Examples of product which use 3.5” floppy are Sony Mavica series (e.g., MVC-FD87, MVC-FD92)"
Also, it was particularly helpful to see your table of manual contents for IMAGE, which do not refer to resolution as separate from size (also reinforced by the other scanned pages you posted.)
It might, in fact, be the case after all, Nancy -- now that I've seen a bit more here, and online -- that because your camera only uses floppies, and because floppies can only store very limited data, it is in fact true that your camera is AUTOMATICALLY setting image resolution at 72ppi to accommodate the limitations of the storage media. And it looks like, in fact, you can NOT set resolution separately. Hmmm. That's a new one on me. Then again, this is my first intercept with floppies as storage media.
Please don't take my word as definitive proof. I am by no means an expert. But that's what I'm thinking, at this point. That it's just time to grab a new camera, or borrow one. :(
With enough lead time, you can also send your pieces for photography to a friend (pick me! pick me!), or take them to somewhere like Sears or The Picture People, and then scan your results. Be sure to give photo credit in that case, though, to avoid any copyright infringement. If "your" pictures get published, you could get in a heap of trouble, if anyone is watching. I've seen this done before; "GILBERT, a bear by Joe Blow. Photo courtesy of Sears Portrait Studio." And so on.
Cameras are like computers; the minute you buy one it's already outdated.
Sorry to be maybe the bearer of not-great tidings.
Having said that... you CAN use your camera for fabulous web imaging, auction shots, website photos, etc. That's not affected at all by your camera's print limitations.
Hugs,
oh thanks Shelli, for your time to search it all out.
I wonder if I bought the memory card attachment and the memory card for the camera, if that would work.
I just cannot spend the money for a new camera. That is not in the stars at this time.
My daughter has several cameras and I know she would be happy to take the pics, but she is 9 months pregnant with 3 other children and I didn't want to bother her with this too.
I will check into the attachment and card, if they still make it.
Thank you so much for the offer to take the pics (that is just like you)...you're a sweetie, but I would never impose.
I will do some checking.
Nanc...........
Wow, Shelli!!
You are just amazing.... it's always fun and interesting to read what you have to share, and in such complete detail, yet in plain english.

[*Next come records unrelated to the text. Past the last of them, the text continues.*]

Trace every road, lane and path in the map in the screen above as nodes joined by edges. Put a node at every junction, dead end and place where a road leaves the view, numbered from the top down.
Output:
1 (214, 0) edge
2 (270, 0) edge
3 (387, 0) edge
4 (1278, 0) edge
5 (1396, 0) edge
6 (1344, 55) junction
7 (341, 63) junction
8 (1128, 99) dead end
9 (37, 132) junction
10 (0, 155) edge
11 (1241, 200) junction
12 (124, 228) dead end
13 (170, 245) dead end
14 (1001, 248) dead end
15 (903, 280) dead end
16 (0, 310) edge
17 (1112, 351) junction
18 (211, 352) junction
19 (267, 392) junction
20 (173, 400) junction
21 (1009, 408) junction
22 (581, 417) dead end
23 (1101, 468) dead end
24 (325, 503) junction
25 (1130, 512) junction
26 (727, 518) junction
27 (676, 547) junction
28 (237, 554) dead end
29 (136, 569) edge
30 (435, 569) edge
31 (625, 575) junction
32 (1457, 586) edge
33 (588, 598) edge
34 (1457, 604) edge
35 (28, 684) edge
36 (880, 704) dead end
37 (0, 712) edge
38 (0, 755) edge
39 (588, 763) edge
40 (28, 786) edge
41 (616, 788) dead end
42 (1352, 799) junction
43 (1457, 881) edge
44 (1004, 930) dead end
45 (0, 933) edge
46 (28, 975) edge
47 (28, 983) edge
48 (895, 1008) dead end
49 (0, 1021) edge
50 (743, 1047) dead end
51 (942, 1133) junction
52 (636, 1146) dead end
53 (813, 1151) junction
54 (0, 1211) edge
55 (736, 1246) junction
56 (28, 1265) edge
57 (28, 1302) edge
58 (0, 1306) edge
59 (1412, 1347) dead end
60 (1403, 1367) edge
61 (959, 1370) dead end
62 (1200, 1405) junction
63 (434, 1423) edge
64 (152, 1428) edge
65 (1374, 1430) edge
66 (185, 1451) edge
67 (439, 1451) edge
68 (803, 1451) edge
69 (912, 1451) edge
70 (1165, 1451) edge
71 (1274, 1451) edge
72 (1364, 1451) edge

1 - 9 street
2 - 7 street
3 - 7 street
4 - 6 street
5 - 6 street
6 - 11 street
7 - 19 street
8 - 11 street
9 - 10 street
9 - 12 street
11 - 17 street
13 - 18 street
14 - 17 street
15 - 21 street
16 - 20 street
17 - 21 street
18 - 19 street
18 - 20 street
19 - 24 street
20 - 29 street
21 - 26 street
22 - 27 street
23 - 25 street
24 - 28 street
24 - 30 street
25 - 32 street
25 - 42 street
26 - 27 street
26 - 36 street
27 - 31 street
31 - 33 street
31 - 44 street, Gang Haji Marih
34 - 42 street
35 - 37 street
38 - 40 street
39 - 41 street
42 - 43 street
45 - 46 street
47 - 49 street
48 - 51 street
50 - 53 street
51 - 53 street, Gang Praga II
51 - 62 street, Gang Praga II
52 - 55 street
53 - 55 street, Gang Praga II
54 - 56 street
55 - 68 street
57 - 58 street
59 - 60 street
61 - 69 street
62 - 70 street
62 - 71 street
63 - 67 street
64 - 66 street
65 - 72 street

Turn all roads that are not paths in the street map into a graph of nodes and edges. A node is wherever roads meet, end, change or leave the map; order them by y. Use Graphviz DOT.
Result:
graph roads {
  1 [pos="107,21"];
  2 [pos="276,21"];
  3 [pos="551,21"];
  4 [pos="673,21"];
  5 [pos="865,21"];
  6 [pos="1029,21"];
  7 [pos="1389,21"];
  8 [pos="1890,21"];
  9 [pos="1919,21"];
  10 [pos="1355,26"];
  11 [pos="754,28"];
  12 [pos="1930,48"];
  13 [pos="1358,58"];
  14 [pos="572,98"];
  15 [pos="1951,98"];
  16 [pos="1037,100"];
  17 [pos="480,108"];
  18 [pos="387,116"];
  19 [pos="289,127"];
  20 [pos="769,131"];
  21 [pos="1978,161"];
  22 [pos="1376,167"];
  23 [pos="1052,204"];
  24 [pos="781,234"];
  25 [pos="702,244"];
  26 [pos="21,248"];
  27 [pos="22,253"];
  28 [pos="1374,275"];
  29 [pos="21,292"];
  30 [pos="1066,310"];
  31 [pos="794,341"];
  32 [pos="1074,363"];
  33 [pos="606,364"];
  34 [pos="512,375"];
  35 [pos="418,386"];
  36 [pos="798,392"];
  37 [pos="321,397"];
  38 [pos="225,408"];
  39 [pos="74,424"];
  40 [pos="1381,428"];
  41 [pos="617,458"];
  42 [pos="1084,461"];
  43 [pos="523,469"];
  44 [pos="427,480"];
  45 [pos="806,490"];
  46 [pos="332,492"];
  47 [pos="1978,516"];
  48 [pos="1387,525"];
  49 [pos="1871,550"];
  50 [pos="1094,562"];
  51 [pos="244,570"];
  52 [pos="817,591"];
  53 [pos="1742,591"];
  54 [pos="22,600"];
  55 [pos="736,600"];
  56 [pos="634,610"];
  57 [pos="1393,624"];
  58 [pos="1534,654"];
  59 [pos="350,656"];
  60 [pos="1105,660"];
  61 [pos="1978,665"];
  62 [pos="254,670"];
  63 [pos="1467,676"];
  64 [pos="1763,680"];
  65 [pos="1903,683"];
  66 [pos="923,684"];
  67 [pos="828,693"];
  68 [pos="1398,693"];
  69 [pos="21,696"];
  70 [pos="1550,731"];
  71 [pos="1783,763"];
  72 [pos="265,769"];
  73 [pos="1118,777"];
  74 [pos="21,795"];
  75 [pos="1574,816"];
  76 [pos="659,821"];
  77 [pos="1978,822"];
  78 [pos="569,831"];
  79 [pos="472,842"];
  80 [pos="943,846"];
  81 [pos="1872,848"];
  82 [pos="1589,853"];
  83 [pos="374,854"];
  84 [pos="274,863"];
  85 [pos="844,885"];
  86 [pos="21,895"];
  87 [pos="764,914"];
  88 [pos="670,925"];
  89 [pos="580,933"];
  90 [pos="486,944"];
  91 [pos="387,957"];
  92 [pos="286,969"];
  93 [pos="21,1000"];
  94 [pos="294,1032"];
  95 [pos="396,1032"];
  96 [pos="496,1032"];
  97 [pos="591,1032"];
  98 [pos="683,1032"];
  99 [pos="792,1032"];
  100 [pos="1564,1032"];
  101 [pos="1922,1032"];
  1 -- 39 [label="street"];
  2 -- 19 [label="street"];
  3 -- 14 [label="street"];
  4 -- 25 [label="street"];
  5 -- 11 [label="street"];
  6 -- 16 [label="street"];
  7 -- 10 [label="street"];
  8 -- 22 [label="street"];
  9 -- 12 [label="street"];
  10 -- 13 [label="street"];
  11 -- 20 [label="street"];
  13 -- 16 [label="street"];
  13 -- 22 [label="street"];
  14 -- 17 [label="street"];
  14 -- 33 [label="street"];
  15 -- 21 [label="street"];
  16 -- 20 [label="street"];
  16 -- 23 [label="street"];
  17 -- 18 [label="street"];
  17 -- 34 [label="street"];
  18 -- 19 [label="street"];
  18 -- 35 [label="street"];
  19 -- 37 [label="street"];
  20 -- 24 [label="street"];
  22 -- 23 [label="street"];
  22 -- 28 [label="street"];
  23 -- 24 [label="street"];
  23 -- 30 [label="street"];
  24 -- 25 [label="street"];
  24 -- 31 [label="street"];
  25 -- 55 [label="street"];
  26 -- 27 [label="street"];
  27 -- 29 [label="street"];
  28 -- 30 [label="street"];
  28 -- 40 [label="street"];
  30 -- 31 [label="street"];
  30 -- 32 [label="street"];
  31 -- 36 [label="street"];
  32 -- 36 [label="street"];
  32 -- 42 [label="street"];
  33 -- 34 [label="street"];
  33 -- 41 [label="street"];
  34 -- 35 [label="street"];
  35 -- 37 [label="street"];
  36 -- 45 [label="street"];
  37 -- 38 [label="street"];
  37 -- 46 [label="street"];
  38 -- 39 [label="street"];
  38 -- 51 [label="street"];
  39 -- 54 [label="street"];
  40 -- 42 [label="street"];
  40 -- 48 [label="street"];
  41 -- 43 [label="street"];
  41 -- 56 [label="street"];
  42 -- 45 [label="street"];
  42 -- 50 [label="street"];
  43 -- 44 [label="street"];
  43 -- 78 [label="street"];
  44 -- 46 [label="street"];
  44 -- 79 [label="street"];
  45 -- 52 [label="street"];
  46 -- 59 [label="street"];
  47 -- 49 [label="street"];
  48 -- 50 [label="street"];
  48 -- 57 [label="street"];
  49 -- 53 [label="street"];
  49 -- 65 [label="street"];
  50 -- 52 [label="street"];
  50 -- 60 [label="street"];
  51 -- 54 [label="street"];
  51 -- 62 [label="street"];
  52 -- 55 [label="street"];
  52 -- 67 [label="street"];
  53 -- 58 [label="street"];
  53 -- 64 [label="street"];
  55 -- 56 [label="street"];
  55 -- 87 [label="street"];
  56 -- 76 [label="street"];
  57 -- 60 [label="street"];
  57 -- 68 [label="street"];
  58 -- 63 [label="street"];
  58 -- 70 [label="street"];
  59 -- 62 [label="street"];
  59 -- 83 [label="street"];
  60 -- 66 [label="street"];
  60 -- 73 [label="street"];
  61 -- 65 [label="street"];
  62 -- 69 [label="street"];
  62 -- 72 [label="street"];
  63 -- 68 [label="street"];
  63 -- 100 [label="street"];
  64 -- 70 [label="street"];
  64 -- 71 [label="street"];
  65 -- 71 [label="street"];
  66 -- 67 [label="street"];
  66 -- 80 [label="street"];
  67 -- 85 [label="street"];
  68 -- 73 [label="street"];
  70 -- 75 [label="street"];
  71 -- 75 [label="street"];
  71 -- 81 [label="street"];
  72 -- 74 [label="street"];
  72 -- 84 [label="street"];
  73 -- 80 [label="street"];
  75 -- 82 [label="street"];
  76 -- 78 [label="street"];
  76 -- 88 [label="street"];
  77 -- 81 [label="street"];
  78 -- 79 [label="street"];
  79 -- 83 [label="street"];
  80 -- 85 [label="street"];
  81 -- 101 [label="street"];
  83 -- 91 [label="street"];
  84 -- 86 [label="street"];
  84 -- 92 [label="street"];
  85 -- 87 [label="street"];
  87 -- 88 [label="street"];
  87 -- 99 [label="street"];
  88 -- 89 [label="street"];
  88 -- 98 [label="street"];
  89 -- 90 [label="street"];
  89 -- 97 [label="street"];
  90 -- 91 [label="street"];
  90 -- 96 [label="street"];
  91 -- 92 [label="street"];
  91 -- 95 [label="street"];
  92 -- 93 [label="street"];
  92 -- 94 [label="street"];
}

You have the patience of Job to write all this out, with visuals!! Now I know WHAT stuff is... I've just selected the right settings without knowing what they really were or why or how they effected my photos. Now it makes a whole world of sense!!! Big THANK YOU's from me too!
By the way, not that I've ever needed to do it but, how do you copy the image/window currently on your computer screen like you did? Please, only tell me if it's simple!! If it's 3 clicks and I'm done that's great.. more and, well.... forget it!!
Daphne
It's three clicks and you're done. Well, okay... maybe four clicks. It's called a "screen capture." Meaning that what you're doing is "capturing" what's on your monitor, or "screen," to show someone else, or save for future reference.
1.) Get what you want onto your monitor screen. It must fit within the confines of the visible window. What I mean by that is, if you're on a scrolling web page, you won't be able to "screen capture" the entire scrollable portion; only what shows right in front of you.
2.) Press and hold ctrl>print scr Make sure to depress the control button first, and hold it down while depressing the print screen button. This action takes a snapshot of your current window -- it creates the "screen capture" -- and places it on your clipboard. In other words, it's kinda like the command COPY. Only it's a a monitor "photo", rather than a highlighted or selected item, instead.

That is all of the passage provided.